**Exercise details**
Scan the data below and copy each line where "dead" occurs.

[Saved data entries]
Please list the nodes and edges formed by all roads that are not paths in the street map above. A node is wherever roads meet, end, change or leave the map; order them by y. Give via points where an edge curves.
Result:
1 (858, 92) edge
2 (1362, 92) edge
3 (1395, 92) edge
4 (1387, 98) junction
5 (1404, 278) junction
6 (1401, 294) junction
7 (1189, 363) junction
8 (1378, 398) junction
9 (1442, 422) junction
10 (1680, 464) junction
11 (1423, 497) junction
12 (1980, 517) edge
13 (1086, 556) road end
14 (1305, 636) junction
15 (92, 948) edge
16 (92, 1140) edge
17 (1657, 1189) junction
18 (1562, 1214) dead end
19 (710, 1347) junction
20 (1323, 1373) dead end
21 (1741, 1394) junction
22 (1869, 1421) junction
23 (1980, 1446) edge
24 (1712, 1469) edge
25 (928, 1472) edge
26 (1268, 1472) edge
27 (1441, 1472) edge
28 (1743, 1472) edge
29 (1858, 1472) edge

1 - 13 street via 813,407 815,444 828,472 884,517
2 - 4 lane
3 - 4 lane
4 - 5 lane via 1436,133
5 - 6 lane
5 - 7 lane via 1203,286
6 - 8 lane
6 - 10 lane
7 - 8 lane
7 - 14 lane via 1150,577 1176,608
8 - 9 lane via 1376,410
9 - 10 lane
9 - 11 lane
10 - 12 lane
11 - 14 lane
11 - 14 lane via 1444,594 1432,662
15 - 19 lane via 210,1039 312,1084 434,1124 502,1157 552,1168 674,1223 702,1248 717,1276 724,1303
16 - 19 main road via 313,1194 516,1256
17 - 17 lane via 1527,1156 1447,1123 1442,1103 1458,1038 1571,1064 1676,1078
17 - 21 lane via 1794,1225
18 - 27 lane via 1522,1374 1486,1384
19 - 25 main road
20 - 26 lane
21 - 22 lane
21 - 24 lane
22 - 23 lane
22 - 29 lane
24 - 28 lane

**Response to this task**
18 (1562, 1214) dead end
20 (1323, 1373) dead end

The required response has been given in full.